Filhos em Tempos de Crise: O Elo Entre Clima e Natalidade
- Ana Luísa Sales Lagares
- 9 de jun.
- 3 min de leitura
Em 1950, cada mulher no mundo tinha, em média, quase cinco filhos. Em 2021, esse número caiu para pouco mais de dois. A taxa de fecundidade global está em queda constante e não se trata apenas de avanços na saúde ou no acesso a métodos contraceptivos. Algo mais profundo está acontecendo. Afinal, em um planeta instável, onde a espécie humana se encontra ameaçada por um clima cada vez mais extremo, muitos se perguntam: "Vale a pena trazer uma criança para isso?"
Em primeira análise, é inegável a existência de um consenso científico de que crianças nascidas no contexto atual terão vidas bem difíceis devido à crise climática. Nesse sentido, de acordo com estimativas recentes, mantidas as politicas atuais, 92% das crianças nascidas após 2020 terão que conviver com ondas de calor extremas. Ademais, as de baixa renda estarão suscetíveis a sofrer consequências ainda mais severas, como eventos climáticos anormais frequentes, podendo causar destruição e mortes. Com isso, cresce um sentimento de incerteza entre casais, que se questionam a respeito das implicações éticas e práticas de inserir mais uma vida nesse meio sucessivamente mais volátil, tendo conhecimento de que a situação tende a piorar.
Paralelamente, em uma sociedade perpetuada por um ativismo climático crescente, algumas pessoas estão escolhendo não ter filhos por quererem evitar agravar o aquecimento global. Isso acontece pois, segundo análises científicas, o impacto climático de ter um filho é sete vezes maior do que o impacto evitado pelas 10 principais ações individuais geralmente recomendadas para ajudar o meio ambiente. Entretanto, é importante ressaltar que essa análise não é absoluta, dado que a complexidade dos fatores envolvidos na crise climática é muito alta e que muitos outros aspectos devem ser levados em consideração. Assim, essa permanece sendo uma discussão bastante acalorada nos dias de hoje.
Surpreendentemente, trazendo uma nova camada de repercussões, estudos recentes mostram que as condições climáticas extremas juntamente com a poluição do ar têm aumentado os níveis de infertilidade nos últimos anos. Esse fenômeno acontece pois, para os homens, a exposição ao calor extremo pode afetar negativamente a qualidade do sêmen e os níveis de testosterona, e nas mulheres, pode impactar a menstruação, a ovulação e a implantação de óvulos fertilizados. Além disso, um estudo chinês publicado na revista científica Environment International em 2021 concluiu que a exposição à poluição do ar aumenta em até 20% as chances de infertilidade.

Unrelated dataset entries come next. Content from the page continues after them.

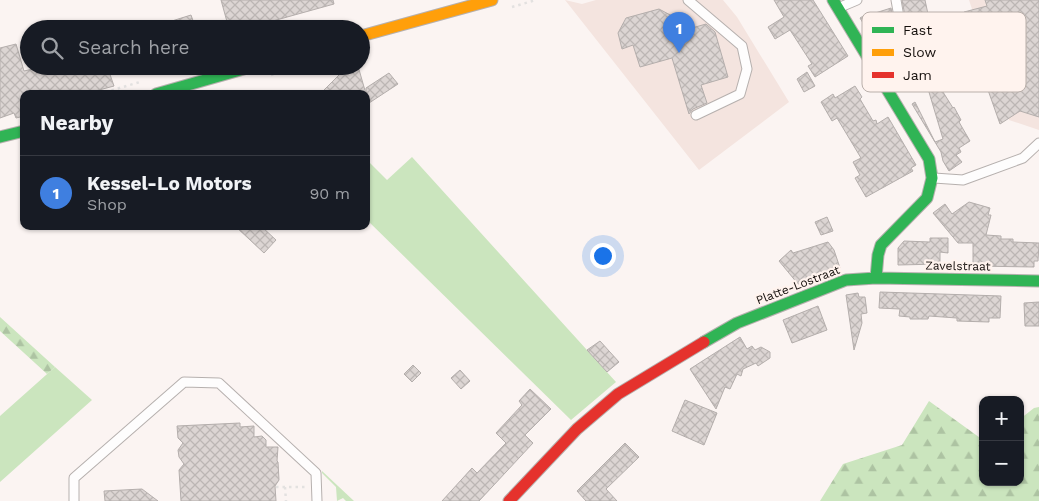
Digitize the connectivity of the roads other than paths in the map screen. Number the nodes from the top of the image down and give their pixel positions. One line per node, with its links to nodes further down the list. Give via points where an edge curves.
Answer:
1 (492, 0): 5 (street)
2 (688, 0): 10 (lane, via 742,46 747,69 740,94)
3 (857, 0): 4 (lane)
4 (835, 4): 6 (street)
5 (370, 34)
6 (862, 49)
7 (222, 75): 8 (street)
8 (170, 90)
9 (888, 92): 14 (street, via 929,159)
10 (696, 115)
11 (20, 132): 12 (street)
12 (0, 137)
13 (1039, 143): 14 (lane, via 1023,158 963,180)
14 (932, 178): 15 (street, via 927,198 881,245)
15 (876, 278): 16 (street, Zavelstraat); 19 (street, Platte-Lostraat, via 846,280 737,323 618,394 577,429)
16 (1039, 281)
17 (74, 501): 18 (lane, via 74,478 184,382 219,383 316,473)
18 (317, 501)
19 (510, 501)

Em conclusão, as mudanças climáticas representam uma ameaça não apenas para a mentalidade das pessoas - em especial os jovens, que sentem uma imensa ansiedade ao refletirem sobre o futuro do planeta mas também para os aspectos fisiológicos da fertilidade. Desse modo, é evidente que o fator climático pode ser extremamente útil para explicar a atual crise na taxa de natalidade. No entanto, é importante destacar que a relação entre o clima e a fertilidade é complexa e multifacetada, com diversos outros mecanismos estando envolvidos na dinâmica populacional e na saúde humana. Portanto, é fundamental que se realizem mais estudos e pesquisas para se compreender melhor essas interações. E, acima de tudo, é entender que uma decisão individual não determina o futuro do planeta, e sim um esforço constante e coletivo. O tempo de mudanças superficiais já passou. Precisamos romper com as estruturas colossais que definem os nossos futuros e os dos nossos filhos. E rápido.